Mi tío, de Jacques Tati, es una de las películas más sorprendentes que recuerdo. Hay en esa obra maestra una mirada sobre el ser humano y sobre el mundo, siempre debatiéndose entre las ventajas y los inconvenientes de la modernidad y la tradición, que muy comprensiblemente ha hechizado a generaciones de espectadores.
El ilusionista pone en dibujo animado un guión inédito de Tati escrito en 1956. La historia es aparentemente sencilla, como todo el cine de Tati, pero tiene mucha enjundia. Sylvain Chomet (Bienvenidos a Belleville) ha sabido leer la lírica del maestro, un enamorado del cine de Buster Keaton, que no necesita diálogos para contar historias de una intensidad arrolladora, sino solo hacer con el espectador un pacto de ingenuidad. Y es que para amar Las vacaciones de monsieur Hulot (1953) o Play Time (1967) hay que quitarse de encima la superestructura y volver a ser un niño curioso.

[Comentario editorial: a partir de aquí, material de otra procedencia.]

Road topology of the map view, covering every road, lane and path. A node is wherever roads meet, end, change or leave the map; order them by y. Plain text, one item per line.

El ilusionista es una historia protagonizada por el propio Tati, no por su personaje, aunque Tati sea irremediablemente monsieur Hulot. Y es ese dato el que proporciona un toque trágico, aunque nunca desoladoramente amargo, a esta remembranza de los comienzos de Tati en el mundo del espectáculo como mimo, gimnasta y payaso.

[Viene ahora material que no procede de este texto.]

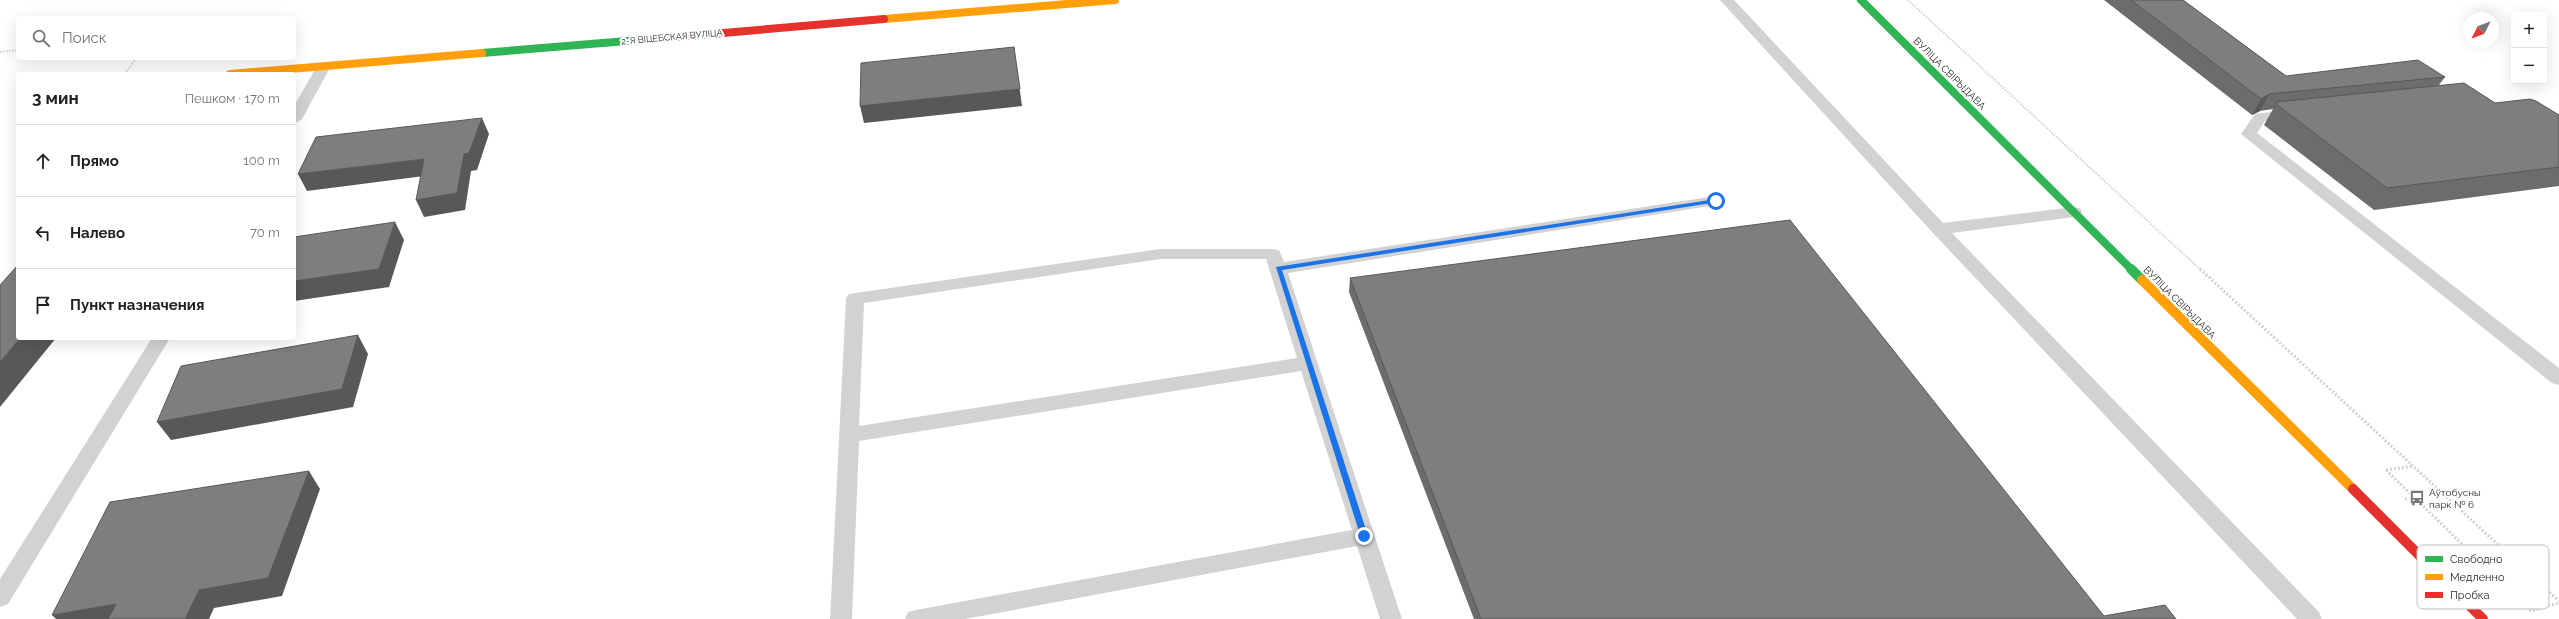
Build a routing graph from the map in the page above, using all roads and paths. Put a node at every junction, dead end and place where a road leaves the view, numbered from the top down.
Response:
1 (1115, 0) edge
2 (1727, 0) edge
3 (1861, 0) edge
4 (1908, 0) edge
5 (16, 50) edge
6 (0, 52) edge
7 (135, 60) edge
8 (324, 66) junction
9 (127, 72) edge
10 (254, 72) edge
11 (2307, 112) edge
12 (296, 115) edge
13 (1716, 201) dead end
14 (2074, 212) junction
15 (1939, 229) junction
16 (1278, 269) junction
17 (160, 340) edge
18 (1308, 363) junction
19 (2559, 378) edge
20 (850, 435) junction
21 (2414, 466) junction
22 (1364, 536) junction
23 (2463, 545) edge
24 (2498, 545) edge
25 (2417, 553) edge
26 (2549, 593) edge
27 (0, 598) edge
28 (2559, 602) edge
29 (2549, 605) edge
30 (2473, 609) edge
31 (841, 619) edge
32 (916, 619) edge
33 (1391, 619) edge
34 (2311, 619) edge
35 (2483, 619) edge

1 - 8 street, 2-Я ВІЦЕБСКАЯ ВУЛІЦА
2 - 15 lane
3 - 14 street, ВУЛІЦА СВІРЫДАВА
4 - 21 path
5 - 6 path
7 - 9 path
8 - 10 street, 2-Я ВІЦЕБСКАЯ ВУЛІЦА
8 - 12 lane
11 - 19 lane
13 - 16 lane
14 - 15 lane
14 - 25 street, ВУЛІЦА СВІРЫДАВА
15 - 34 lane
16 - 18 lane
16 - 20 lane
17 - 27 lane
18 - 20 lane
18 - 22 lane
20 - 31 lane
21 - 23 path
21 - 24 path
22 - 32 lane
22 - 33 lane
26 - 28 path
28 - 29 path
30 - 35 street, ВУЛІЦА СВІРЫДАВА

Chomet no solo acierta en el diseño de personajes sino en el tempo, en el espíritu de esa historia de amistad entre el viejo cómico de vuelta y la jovencita de ida. La película, bellamente ilustrada, tiene el humor, la poesía, el reproche en voz baja y en tono sereno de Tati, un hombre enamorado de la vida y del cine.
Una consideración final: el cine de Tati es muy humano y necesita personas que lo interpreten. En dibujo animado pierde mucho. Baste el ejemplo iluminador de la memorable señora Arpel de Mi tío.